(Dataset entries)

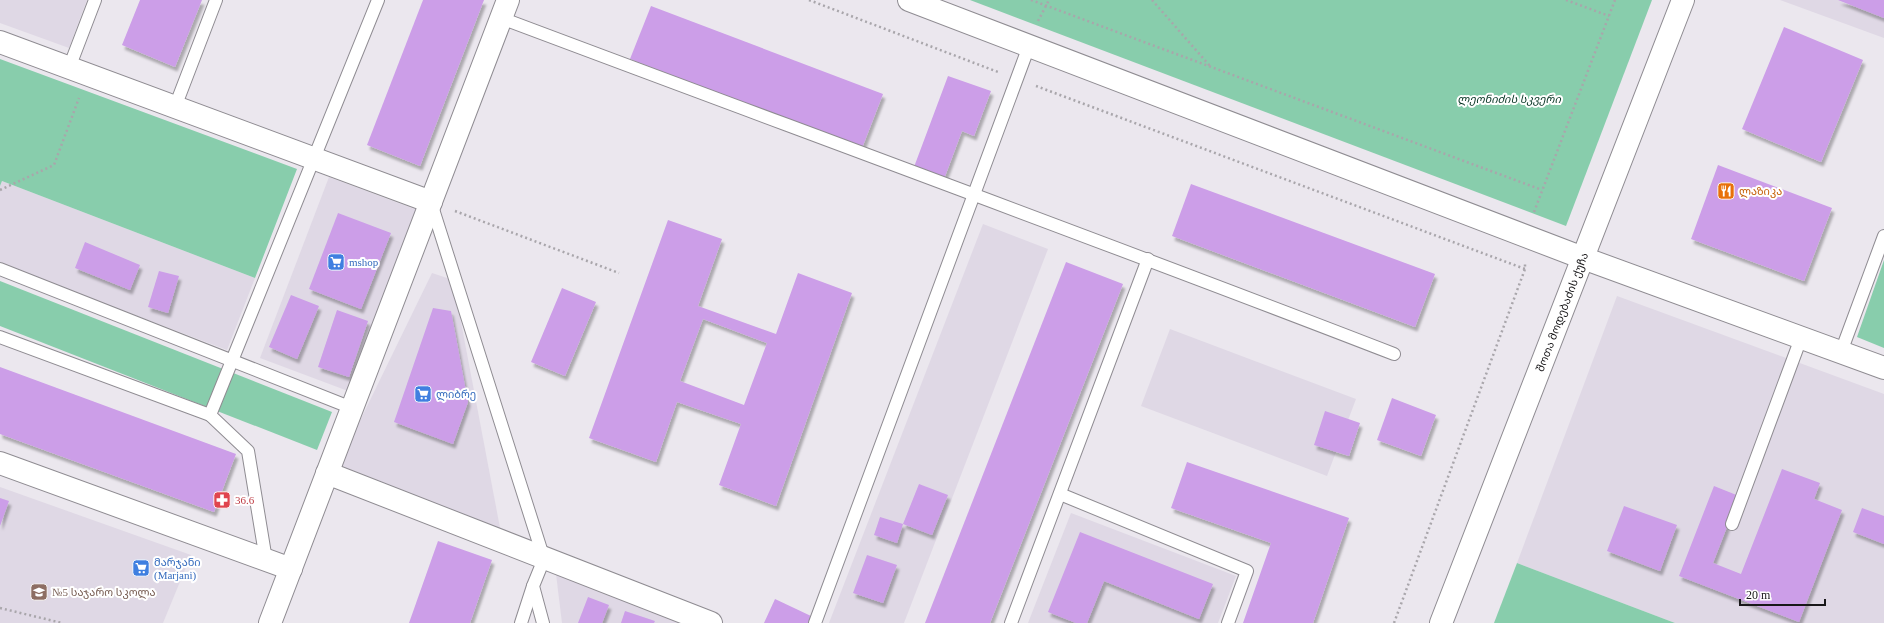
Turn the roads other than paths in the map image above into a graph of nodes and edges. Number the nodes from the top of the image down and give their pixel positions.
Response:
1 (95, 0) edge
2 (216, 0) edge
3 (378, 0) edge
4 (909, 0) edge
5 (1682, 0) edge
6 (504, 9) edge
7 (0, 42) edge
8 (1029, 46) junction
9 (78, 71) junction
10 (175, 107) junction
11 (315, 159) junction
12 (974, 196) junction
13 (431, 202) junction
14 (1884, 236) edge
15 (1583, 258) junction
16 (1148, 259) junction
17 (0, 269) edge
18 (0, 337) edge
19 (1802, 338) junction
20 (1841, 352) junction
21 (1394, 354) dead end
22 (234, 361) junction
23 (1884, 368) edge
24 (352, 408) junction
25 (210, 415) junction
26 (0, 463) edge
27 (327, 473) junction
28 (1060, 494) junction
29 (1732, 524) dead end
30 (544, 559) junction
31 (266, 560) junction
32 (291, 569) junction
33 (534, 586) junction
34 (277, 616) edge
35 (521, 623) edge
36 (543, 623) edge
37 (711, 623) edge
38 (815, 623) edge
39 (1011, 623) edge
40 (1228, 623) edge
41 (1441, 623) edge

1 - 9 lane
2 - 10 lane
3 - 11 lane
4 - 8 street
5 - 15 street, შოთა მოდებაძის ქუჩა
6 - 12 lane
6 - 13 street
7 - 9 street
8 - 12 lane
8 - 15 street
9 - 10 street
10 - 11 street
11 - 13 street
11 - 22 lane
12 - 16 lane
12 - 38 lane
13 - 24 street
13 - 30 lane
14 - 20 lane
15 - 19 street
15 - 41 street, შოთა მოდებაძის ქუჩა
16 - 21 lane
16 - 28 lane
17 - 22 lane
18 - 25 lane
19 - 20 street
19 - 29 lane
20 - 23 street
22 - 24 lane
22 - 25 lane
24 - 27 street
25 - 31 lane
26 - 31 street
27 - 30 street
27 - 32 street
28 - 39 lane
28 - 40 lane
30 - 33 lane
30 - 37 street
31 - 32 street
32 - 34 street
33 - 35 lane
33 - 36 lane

_YOUR INSTRUCTIONS_. Set down the records precisely as they appear. Any picture stays out.

_WRITTEN RESPONSE_.
Turn the roads other than paths in the map image above into a graph of nodes and edges. Number the nodes from the top of the image down and give their pixel positions.
Response:
1 (95, 0) edge
2 (216, 0) edge
3 (378, 0) edge
4 (909, 0) edge
5 (1682, 0) edge
6 (504, 9) edge
7 (0, 42) edge
8 (1029, 46) junction
9 (78, 71) junction
10 (175, 107) junction
11 (315, 159) junction
12 (974, 196) junction
13 (431, 202) junction
14 (1884, 236) edge
15 (1583, 258) junction
16 (1148, 259) junction
17 (0, 269) edge
18 (0, 337) edge
19 (1802, 338) junction
20 (1841, 352) junction
21 (1394, 354) dead end
22 (234, 361) junction
23 (1884, 368) edge
24 (352, 408) junction
25 (210, 415) junction
26 (0, 463) edge
27 (327, 473) junction
28 (1060, 494) junction
29 (1732, 524) dead end
30 (544, 559) junction
31 (266, 560) junction
32 (291, 569) junction
33 (534, 586) junction
34 (277, 616) edge
35 (521, 623) edge
36 (543, 623) edge
37 (711, 623) edge
38 (815, 623) edge
39 (1011, 623) edge
40 (1228, 623) edge
41 (1441, 623) edge

1 - 9 lane
2 - 10 lane
3 - 11 lane
4 - 8 street
5 - 15 street, შოთა მოდებაძის ქუჩა
6 - 12 lane
6 - 13 street
7 - 9 street
8 - 12 lane
8 - 15 street
9 - 10 street
10 - 11 street
11 - 13 street
11 - 22 lane
12 - 16 lane
12 - 38 lane
13 - 24 street
13 - 30 lane
14 - 20 lane
15 - 19 street
15 - 41 street, შოთა მოდებაძის ქუჩა
16 - 21 lane
16 - 28 lane
17 - 22 lane
18 - 25 lane
19 - 20 street
19 - 29 lane
20 - 23 street
22 - 24 lane
22 - 25 lane
24 - 27 street
25 - 31 lane
26 - 31 street
27 - 30 street
27 - 32 street
28 - 39 lane
28 - 40 lane
30 - 33 lane
30 - 37 street
31 - 32 street
32 - 34 street
33 - 35 lane
33 - 36 lane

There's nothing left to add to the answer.